From a business perspective, you want to look at these as rates against revenue, not just bulk sums for reasons you pointed out.

Normalized for dollar spend per $1000 in revenue (2012), the % spend on lobbying is:

HP 232%

Facebook 75.6%

Northrop G 69.4%

Yahoo 55.1%

Google 36.3%

Lockheed Martin 32.4%

Boeing 19.1%

Oracle 18.1%

Microsoft 10.9%

IBM 4.6%

Ideally you would want to normalize by revenue from government contracts (like in HP's case), but there isn't really a story to follow here because different companies spend different percentages of their revenue on lobbying.
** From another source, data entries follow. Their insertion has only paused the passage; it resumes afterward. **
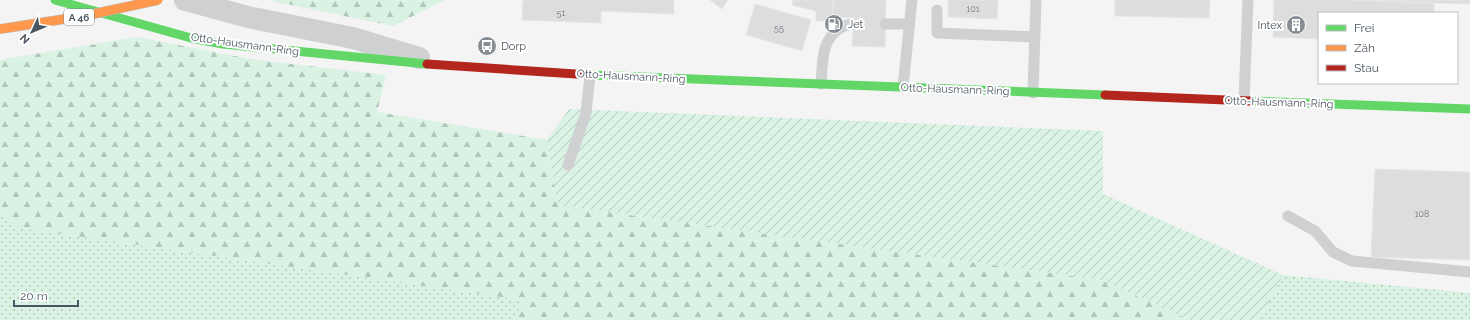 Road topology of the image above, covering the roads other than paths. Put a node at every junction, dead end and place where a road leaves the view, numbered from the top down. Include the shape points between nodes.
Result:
1 (55, 0) edge
2 (158, 0) edge
3 (185, 0) edge
4 (1036, 0) edge
5 (1248, 0) edge
6 (910, 2) edge
7 (937, 10) dead end
8 (854, 24) dead end
9 (885, 24) dead end
10 (909, 24) junction
11 (0, 29) edge
12 (1034, 37) junction
13 (440, 65) junction
14 (590, 75) junction
15 (821, 84) junction
16 (903, 87) junction
17 (1033, 93) junction
18 (1244, 100) junction
19 (1470, 109) edge
20 (568, 165) dead end
21 (1288, 216) dead end
22 (1470, 272) edge

1 - 13 main road, Otto-Hausmann-Ring via 191,38 223,44
2 - 11 main road, A 46, bridge via 84,16
3 - 13 street, Otto-Hausmann-Ring via 248,17 353,38
4 - 12 lane
5 - 18 lane
6 - 10 lane
7 - 12 lane via 937,33
8 - 15 lane via 847,24 834,33 824,47
9 - 10 lane
10 - 16 lane
12 - 17 lane
13 - 14 main road, Otto-Hausmann-Ring
14 - 15 main road, Otto-Hausmann-Ring
14 - 20 lane via 586,112
15 - 16 main road, Otto-Hausmann-Ring
16 - 17 main road, Otto-Hausmann-Ring
17 - 18 main road, Otto-Hausmann-Ring
18 - 19 main road, Otto-Hausmann-Ring
21 - 22 lane via 1315,231 1334,252 1352,261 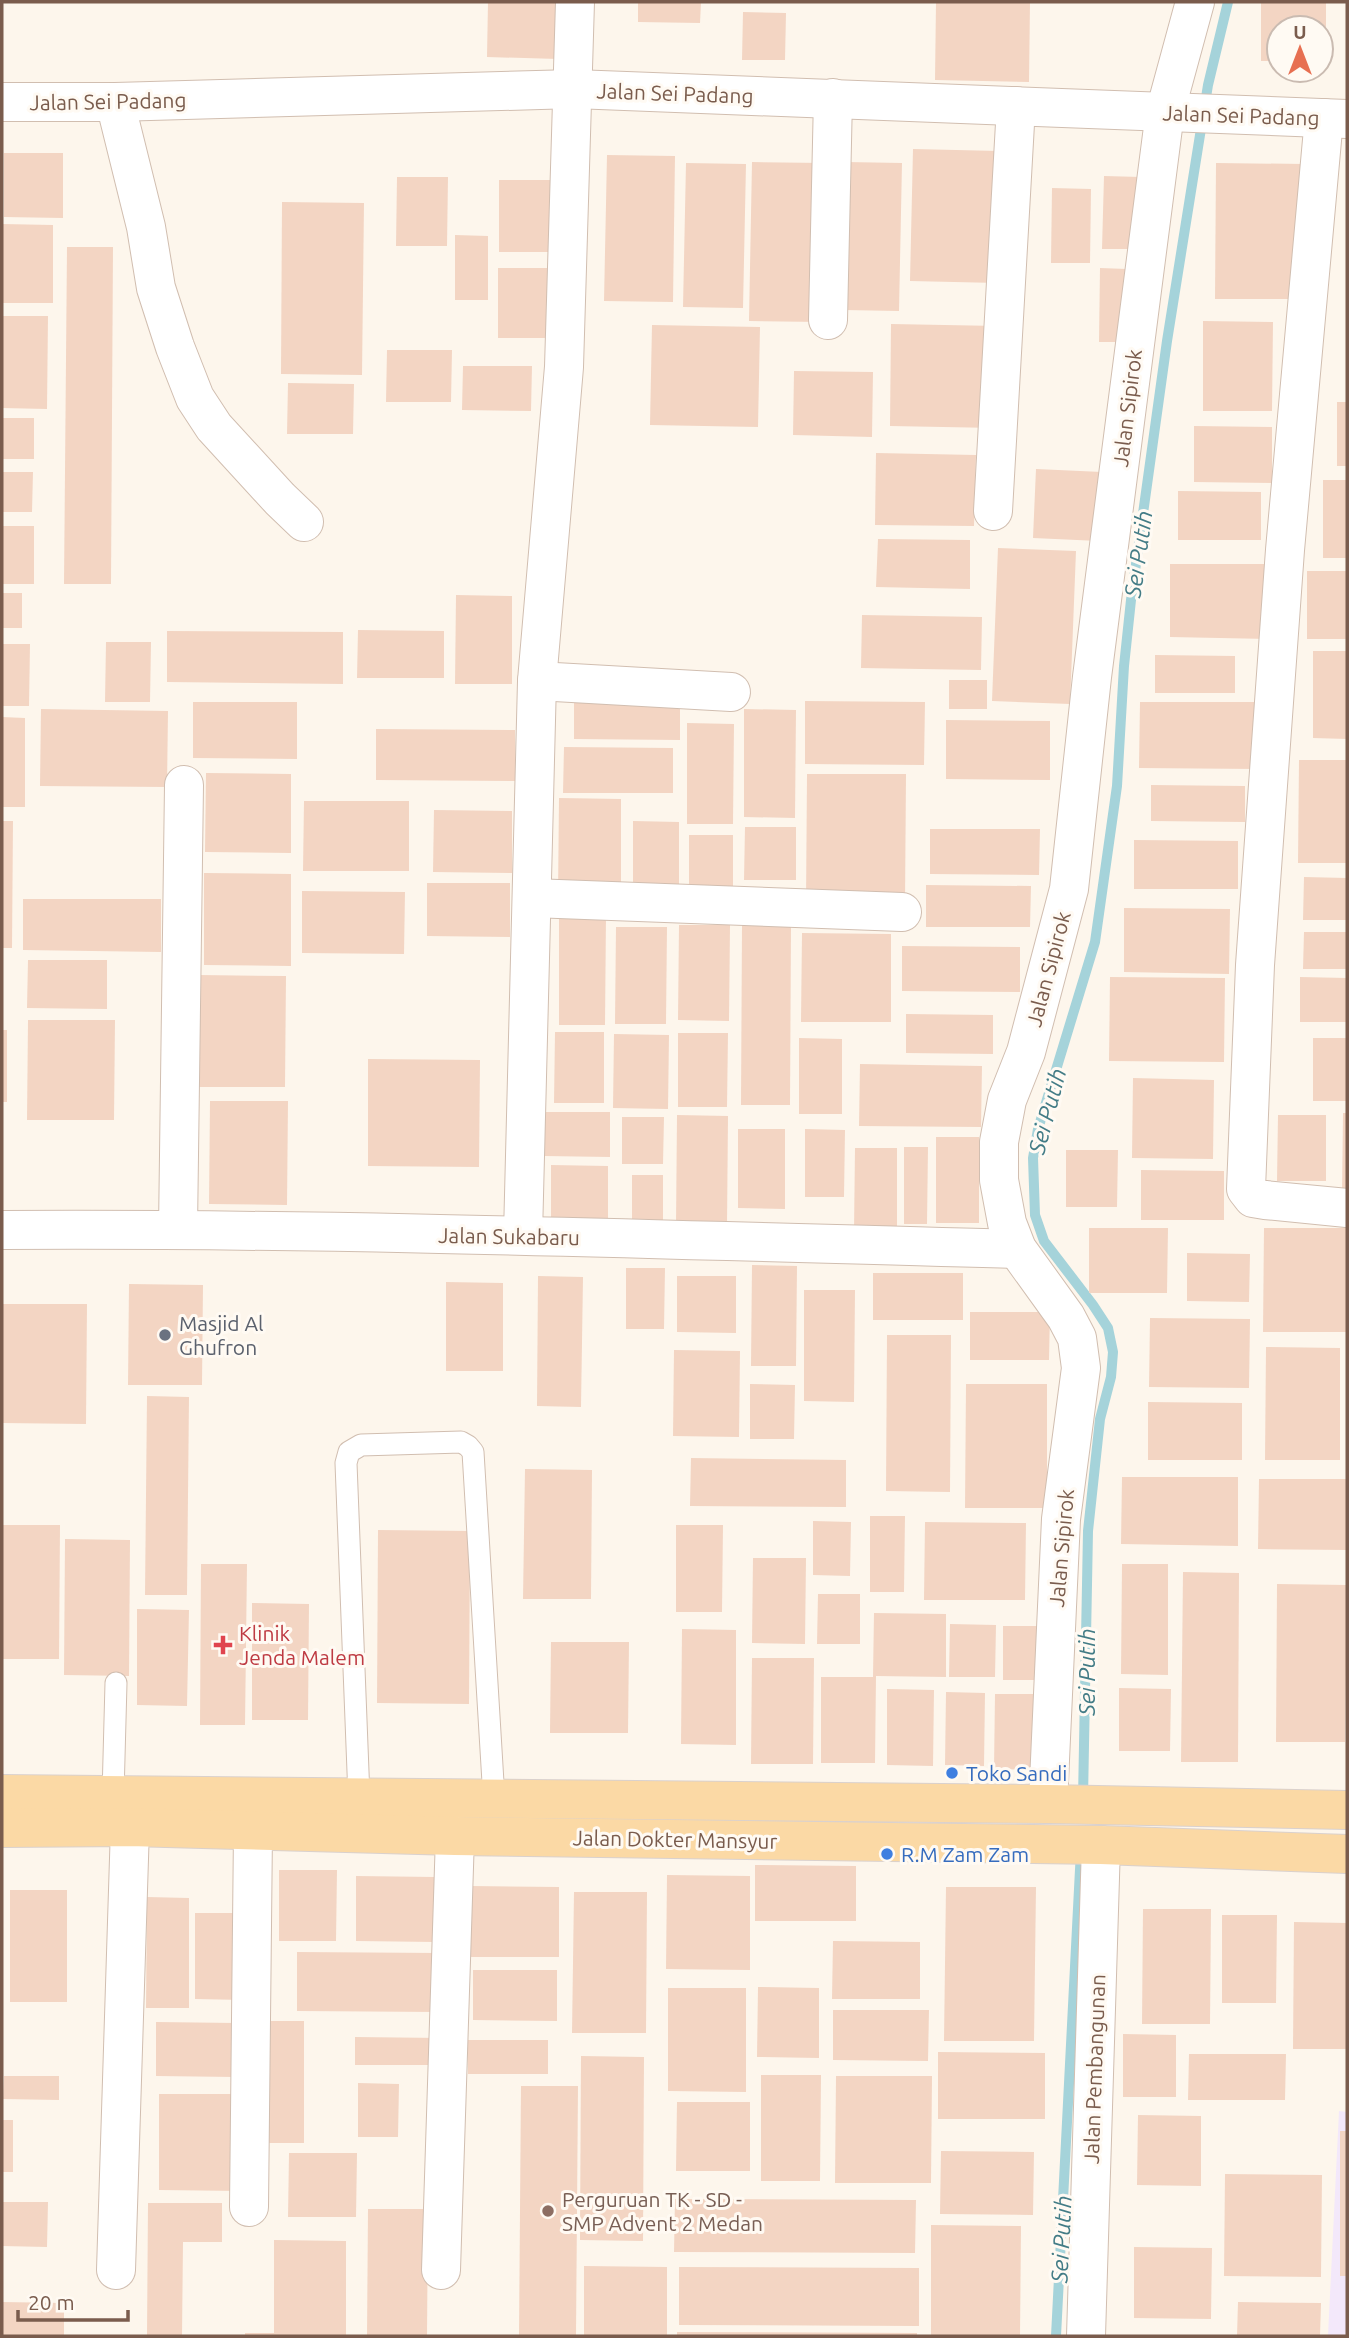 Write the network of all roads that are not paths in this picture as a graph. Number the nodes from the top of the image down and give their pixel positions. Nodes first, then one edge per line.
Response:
1 (575, 2) edge
2 (1195, 2) edge
3 (573, 89) junction
4 (833, 98) junction
5 (2, 102) edge
6 (115, 103) junction
7 (1016, 106) junction
8 (1174, 112) junction
9 (1336, 118) edge
10 (828, 320) dead end
11 (993, 511) dead end
12 (304, 522) dead end
13 (537, 681) junction
14 (732, 692) dead end
15 (184, 785) dead end
16 (532, 898) junction
17 (902, 912) dead end
18 (1347, 1208) edge
19 (177, 1229) junction
20 (2, 1230) edge
21 (523, 1236) junction
22 (1017, 1250) junction
23 (116, 1683) dead end
24 (2, 1794) edge
25 (359, 1797) junction
26 (494, 1799) junction
27 (1055, 1804) junction
28 (122, 1811) junction
29 (1347, 1811) edge
30 (2, 1828) edge
31 (253, 1831) junction
32 (455, 1836) junction
33 (1085, 1845) junction
34 (1347, 1854) edge
35 (249, 2207) dead end
36 (116, 2270) dead end
37 (441, 2270) dead end
38 (1086, 2336) edge

1 - 3 street
2 - 8 street, Jalan Sipirok
3 - 4 street, Jalan Sei Padang
3 - 6 street, Jalan Sei Padang
3 - 13 street
4 - 7 street, Jalan Sei Padang
4 - 10 street
5 - 6 street, Jalan Sei Padang
6 - 12 street
7 - 8 street, Jalan Sei Padang
7 - 11 street
8 - 9 street, Jalan Sei Padang
8 - 22 street, Jalan Sipirok
9 - 18 street
13 - 14 street
13 - 16 street
15 - 19 street
16 - 17 street
16 - 21 street
19 - 20 street, Jalan Sukabaru
19 - 21 street, Jalan Sukabaru
21 - 22 street, Jalan Sukabaru
22 - 27 street, Jalan Sipirok
23 - 28 lane
24 - 28 main road, Jalan Dokter Mansyur
25 - 26 main road, Jalan Dokter Mansyur
25 - 26 lane
25 - 28 main road, Jalan Dokter Mansyur
26 - 27 main road, Jalan Dokter Mansyur
27 - 29 main road, Jalan Dokter Mansyur
28 - 30 main road, Jalan Dokter Mansyur
28 - 31 main road, Jalan Dokter Mansyur
28 - 36 street
31 - 32 main road, Jalan Dokter Mansyur
31 - 35 street
32 - 33 main road, Jalan Dokter Mansyur
32 - 37 street
33 - 34 main road, Jalan Dokter Mansyur
33 - 38 street, Jalan Pembangunan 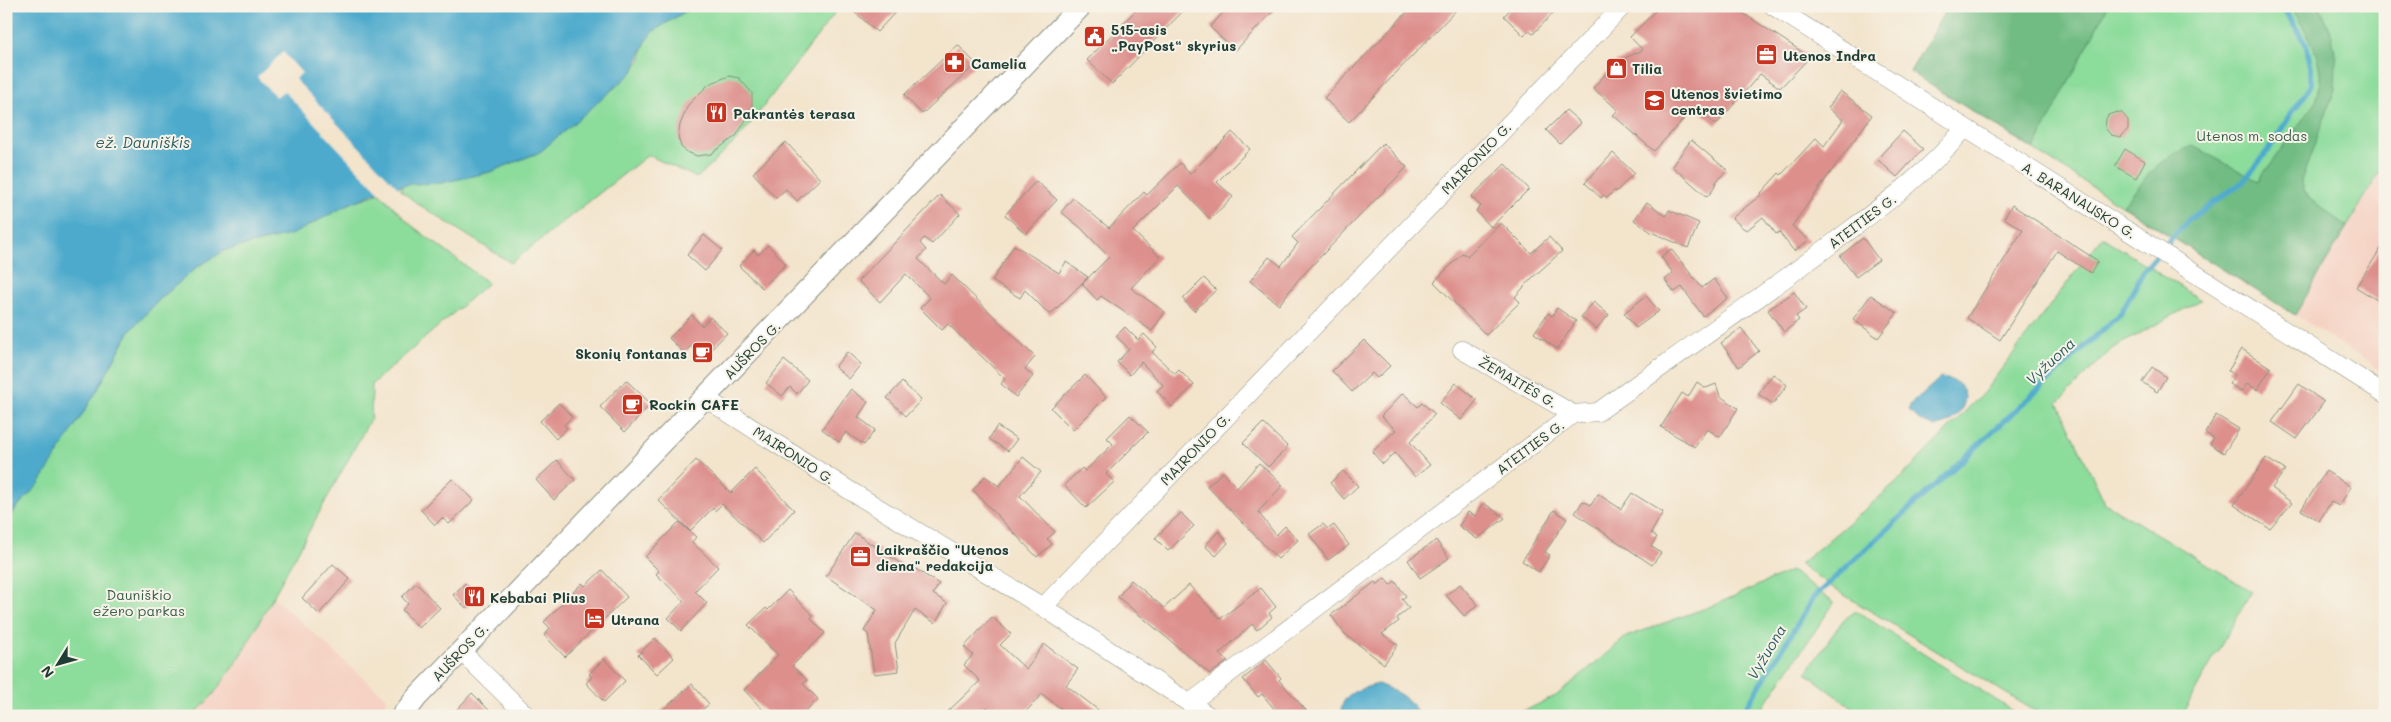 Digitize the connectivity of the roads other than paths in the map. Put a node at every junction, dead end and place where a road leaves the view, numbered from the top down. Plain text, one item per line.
1 (1081, 6) edge
2 (1623, 6) edge
3 (1773, 6) edge
4 (1965, 128) junction
5 (1462, 350) dead end
6 (2385, 394) edge
7 (705, 398) junction
8 (1573, 414) junction
9 (1043, 607) junction
10 (461, 652) junction
11 (1190, 703) junction
12 (402, 716) edge
13 (527, 716) edge
14 (1209, 716) edge

1 - 7 street, AUŠROS G.
2 - 9 street, MAIRONIO G.
3 - 4 street, A. BARANAUSKO G.
4 - 6 street, A. BARANAUSKO G.
4 - 8 street, ATEITIES G.
5 - 8 street, ŽEMAITĖS G.
7 - 9 street, MAIRONIO G.
7 - 10 street, AUŠROS G.
8 - 11 street, ATEITIES G.
9 - 11 street
10 - 12 street, AUŠROS G.
10 - 13 street
11 - 14 street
> Ideally you would want to normalize by revenue from government contracts

I'm not sure that makes sense; normalizing by revenue tells the tale of how much of what the company brings in is devoted to swaying public policy, but I'm not sure what normalizing by revenue from government contracts get you -- presumably, any profit maximizing corporation trying to sway policy is trying to do so for its own benefit, whether the way in which it hopes to receive that benefit is by direct government contracts, or by government policy encouraging (and perhaps even subsidizing) others to purchase the service it sells, or by some other shift in policy that helps the firms business.


It makes sense because some companies see lobbying as an investment in future sales, either indirectly through policy or directly.

HP is a prime example of this, as many government computers and services involve HP, hence HP has such a high "investment" rate with lobbying.


The National Association of Realtors is evil in the ways it maintains its monopoly on home sale transactions. Its enormous amount of lobbying is all about guaranteeing that monopoly by buying lawmaker votes.


> Are we to assume that they are even more cryptomilitaryindistrial than Google?

No. But those others haven't managed to convince too many that hey are "not Evil" or some like that bullshit.

Once they made that proclamation they get a nice PR boost, but when they are perceived to not abide by it, they should accept the corresponding criticism.


> But those others haven't managed to convince too many that hey are "not Evil" or some like that bullshit.

The "American Hospital Association" probably has very few people who think it is evil.